RED BANK: BASIE TO ABSORB CONSERVATORY

Vladislav Kovalsky, below, plans to fold the Monmouth Conservatory of Music, which he’s headed since 1998, into the Count Basie Theatre.

In a move that further cements its place at the heart of the Greater Red Bank Green’s cultural life, the Count Basie Theatre plans to merge the borough-based Monmouth Conservatory of Music into its existing suite of musical training and performance programs.

In a statement released Wednesday, the theater’s board of directors detailed a plan to assume operations of the 53-year-old MCM as a component of the Basie’s slate of specialized instruction programs in jazz, classic rock and Broadway-style performing arts.

A $20 million expansion to the Count Basie Theatre, seen here in an architect’s rendering, will accommodate the future operations of the Monmouth Conservatory of Music. 

“Adding the Monmouth Conservatory to our repertoire of musical and vocal offerings at the Count Basie Theatre is a dream come true,” Basie CEO and president Adam Philipson said in a statement. Citing a “shared vision” between the two organizations regarding musical education, Philipson said the pact “complements other programs offered at the Basie, from jazz to rock to Broadway vocals, which inspire and illuminate students while promoting the discipline required to succeed.”

Plans call for the conservatory to be housed on the Basie’s Monmouth Street campus upon completion of a $20 million expansion, detailed here in a 2015 posting on redbankgreen. Construction is slated to begin this summer.

Meantime, MCM continues to accept enrollments for its 2016-2017 session, and recently added its first-ever modern guitar course.

“We gift our non-profit classical music school and its over 50-year legacy to the Count Basie Theatre knowing that we can trust this historic cultural center to continue the conservatory‘s mission of excellence in teaching, performing and the life-long learning and appreciation of great classical music,” Vladislav Kovalsky, the conservatory’s executive director since 1998, said in a news release. “This union is significant not only for our two organizations but for the entire community.”

Founded by the late Felix Molzer — a former director of the internationally renowned Vienna Boys Choir — and his wife, Jeanette, in 1964, the conservatory has instructed several generations of young musicians in techniques for piano, violin, voice and more. The MCM operated from a second-floor Broad Street space until early in the new century, when it relocated to the facility once rented by Red Bank Charter School at the rear of Trinity Episcopal Church on White Street, where it now holds classes and concerts.

“We believe that the Count Basie Theatre is destined to become one of New Jersey’s premium cultural centers,” said MCM associate director Irina Kovalsky.
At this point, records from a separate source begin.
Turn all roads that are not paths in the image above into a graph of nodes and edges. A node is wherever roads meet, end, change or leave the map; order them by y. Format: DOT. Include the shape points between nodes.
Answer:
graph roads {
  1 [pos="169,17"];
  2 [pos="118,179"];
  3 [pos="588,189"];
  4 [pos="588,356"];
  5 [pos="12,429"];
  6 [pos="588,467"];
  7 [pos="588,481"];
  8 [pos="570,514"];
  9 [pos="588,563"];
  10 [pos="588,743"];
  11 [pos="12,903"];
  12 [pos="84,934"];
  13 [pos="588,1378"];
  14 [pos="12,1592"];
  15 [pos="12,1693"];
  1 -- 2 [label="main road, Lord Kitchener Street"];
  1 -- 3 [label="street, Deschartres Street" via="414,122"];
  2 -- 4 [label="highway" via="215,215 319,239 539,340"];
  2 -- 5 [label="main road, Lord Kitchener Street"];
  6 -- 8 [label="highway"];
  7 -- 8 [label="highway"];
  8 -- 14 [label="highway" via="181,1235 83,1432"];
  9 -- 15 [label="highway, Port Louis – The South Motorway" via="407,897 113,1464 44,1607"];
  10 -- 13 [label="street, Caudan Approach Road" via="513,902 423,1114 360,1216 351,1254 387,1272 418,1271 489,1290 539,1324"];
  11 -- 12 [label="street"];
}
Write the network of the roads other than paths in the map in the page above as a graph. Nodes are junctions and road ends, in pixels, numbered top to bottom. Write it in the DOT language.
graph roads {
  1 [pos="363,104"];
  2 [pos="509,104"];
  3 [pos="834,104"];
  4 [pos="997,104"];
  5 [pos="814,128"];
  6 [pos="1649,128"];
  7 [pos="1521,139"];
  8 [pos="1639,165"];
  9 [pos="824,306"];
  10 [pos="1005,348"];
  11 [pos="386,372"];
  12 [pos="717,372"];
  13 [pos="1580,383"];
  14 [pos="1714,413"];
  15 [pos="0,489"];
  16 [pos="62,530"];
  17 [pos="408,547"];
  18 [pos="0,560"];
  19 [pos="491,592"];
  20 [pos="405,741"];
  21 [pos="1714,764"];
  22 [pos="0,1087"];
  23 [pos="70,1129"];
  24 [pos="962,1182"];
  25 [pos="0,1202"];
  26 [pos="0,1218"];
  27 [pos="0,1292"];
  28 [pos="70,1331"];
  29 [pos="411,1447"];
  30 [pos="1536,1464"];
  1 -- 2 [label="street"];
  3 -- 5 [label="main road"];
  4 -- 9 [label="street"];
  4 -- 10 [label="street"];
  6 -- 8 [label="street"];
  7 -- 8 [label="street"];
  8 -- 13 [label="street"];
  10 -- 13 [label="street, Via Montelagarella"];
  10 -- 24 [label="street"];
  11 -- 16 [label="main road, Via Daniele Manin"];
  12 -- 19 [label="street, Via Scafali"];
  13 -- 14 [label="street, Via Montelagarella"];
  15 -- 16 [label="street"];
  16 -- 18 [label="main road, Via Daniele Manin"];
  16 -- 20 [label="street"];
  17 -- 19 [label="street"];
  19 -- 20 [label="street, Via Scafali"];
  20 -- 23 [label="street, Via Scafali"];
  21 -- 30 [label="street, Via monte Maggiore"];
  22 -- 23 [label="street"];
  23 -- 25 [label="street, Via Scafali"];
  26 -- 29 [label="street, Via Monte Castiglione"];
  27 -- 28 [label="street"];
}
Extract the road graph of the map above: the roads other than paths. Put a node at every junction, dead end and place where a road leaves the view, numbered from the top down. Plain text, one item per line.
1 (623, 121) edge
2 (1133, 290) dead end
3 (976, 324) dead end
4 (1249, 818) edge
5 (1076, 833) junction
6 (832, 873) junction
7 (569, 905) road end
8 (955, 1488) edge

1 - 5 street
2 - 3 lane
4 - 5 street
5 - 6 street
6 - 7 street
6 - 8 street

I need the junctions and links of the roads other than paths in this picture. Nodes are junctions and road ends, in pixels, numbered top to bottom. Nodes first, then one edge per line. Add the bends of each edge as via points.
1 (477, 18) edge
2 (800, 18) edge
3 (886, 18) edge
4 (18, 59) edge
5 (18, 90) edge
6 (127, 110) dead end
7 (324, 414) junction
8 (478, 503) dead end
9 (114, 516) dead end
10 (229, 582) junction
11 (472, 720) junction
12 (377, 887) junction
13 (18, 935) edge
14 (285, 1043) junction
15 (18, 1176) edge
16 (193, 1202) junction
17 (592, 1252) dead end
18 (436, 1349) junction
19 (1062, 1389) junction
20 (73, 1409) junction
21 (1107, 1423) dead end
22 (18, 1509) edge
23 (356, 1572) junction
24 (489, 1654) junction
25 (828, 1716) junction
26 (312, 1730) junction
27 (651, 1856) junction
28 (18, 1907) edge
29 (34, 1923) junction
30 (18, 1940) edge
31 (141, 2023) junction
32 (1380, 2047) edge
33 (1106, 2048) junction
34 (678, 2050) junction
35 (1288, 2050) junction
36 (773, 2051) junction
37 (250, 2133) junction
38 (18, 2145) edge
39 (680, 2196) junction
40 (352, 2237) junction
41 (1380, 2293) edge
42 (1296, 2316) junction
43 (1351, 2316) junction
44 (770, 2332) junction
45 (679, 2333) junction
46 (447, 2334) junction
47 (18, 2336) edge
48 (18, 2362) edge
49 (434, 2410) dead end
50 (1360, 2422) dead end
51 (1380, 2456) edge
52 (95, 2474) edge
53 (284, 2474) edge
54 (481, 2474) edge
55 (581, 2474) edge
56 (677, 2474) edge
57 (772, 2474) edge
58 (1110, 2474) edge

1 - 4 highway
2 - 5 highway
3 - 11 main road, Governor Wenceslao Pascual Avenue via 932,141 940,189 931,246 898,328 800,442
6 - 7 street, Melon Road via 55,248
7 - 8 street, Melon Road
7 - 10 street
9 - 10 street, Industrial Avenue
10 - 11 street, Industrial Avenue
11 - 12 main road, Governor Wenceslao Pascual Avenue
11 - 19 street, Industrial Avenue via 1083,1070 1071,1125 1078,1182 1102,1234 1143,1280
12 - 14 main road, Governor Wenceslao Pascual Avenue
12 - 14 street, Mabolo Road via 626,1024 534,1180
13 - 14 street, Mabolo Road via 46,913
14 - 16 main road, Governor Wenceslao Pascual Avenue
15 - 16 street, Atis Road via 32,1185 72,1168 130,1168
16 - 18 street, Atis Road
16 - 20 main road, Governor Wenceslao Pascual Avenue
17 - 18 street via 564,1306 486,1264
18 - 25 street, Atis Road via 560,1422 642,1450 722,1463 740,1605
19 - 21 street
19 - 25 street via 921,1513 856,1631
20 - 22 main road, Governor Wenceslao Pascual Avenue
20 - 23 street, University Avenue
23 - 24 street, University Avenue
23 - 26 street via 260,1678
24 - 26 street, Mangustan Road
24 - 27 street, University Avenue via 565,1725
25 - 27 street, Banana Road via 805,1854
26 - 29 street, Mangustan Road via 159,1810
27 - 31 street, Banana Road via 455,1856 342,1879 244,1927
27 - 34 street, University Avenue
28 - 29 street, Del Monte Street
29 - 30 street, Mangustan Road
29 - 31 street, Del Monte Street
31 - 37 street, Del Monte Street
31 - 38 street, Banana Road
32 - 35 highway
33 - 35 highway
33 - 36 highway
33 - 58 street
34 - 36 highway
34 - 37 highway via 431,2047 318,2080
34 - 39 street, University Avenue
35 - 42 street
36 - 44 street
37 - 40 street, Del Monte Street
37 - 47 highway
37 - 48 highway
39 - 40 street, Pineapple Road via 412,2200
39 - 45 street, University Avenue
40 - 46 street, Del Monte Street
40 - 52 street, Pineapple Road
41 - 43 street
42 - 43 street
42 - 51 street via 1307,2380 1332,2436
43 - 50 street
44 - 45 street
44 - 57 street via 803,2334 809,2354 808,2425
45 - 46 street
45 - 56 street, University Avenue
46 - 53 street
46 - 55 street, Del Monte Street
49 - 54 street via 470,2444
Yvonne Scudiery, who runs the education programs for the theater, called  the occasion “an exciting time for the Basie.”

In addition to its partnerships with Rockit!, Jazz Arts Project — whose annual Talkin’ Jazz lecture series continues at the Basie’s Performing Arts Academy annex on April 17 and 24 — and the theatrical company Phoenix Productions, which inaugurates a new season on April 29 with the Disney musical Beauty and the Beast, the famous Vaudeville-era auditorium is a primary venue for large-scale presentations by such Red Bank arts entities as the Monmouth Symphony Orchestra and Monmouth Civic Chorus, as well as the Company of Dance Arts and bandleader Bobby Bandiera’s Jersey Shore Rock ‘n Soul Revue, which returns with a tribute to All Five Traveling Wilburys on April 22.

In addition, the building’s upstairs rehearsal space will host the grass-roots stage troupe Dunbar Repertory Company in a two-weekend engagement of Butterfly Confessions that begins April 21 — and the ground-floor office at the theater’s western end houses both the nonprofit Monmouth Arts Council and the Red Bank Visitors Center.

Students of the Rockit!, Jazz Arts Academy and Count Basie Theatre Voices programs are set to be among those paying tribute to the husband-and-wife Kovalskys during a special community concert event on the evening of Wednesday, May 3.

Tickets for the May 3 concert, dubbed “A Night to Entrust,” are priced at just $5, and can be reserved here. All proceeds and donations will assist the Count Basie Theatre in establishing a classical music scholarship.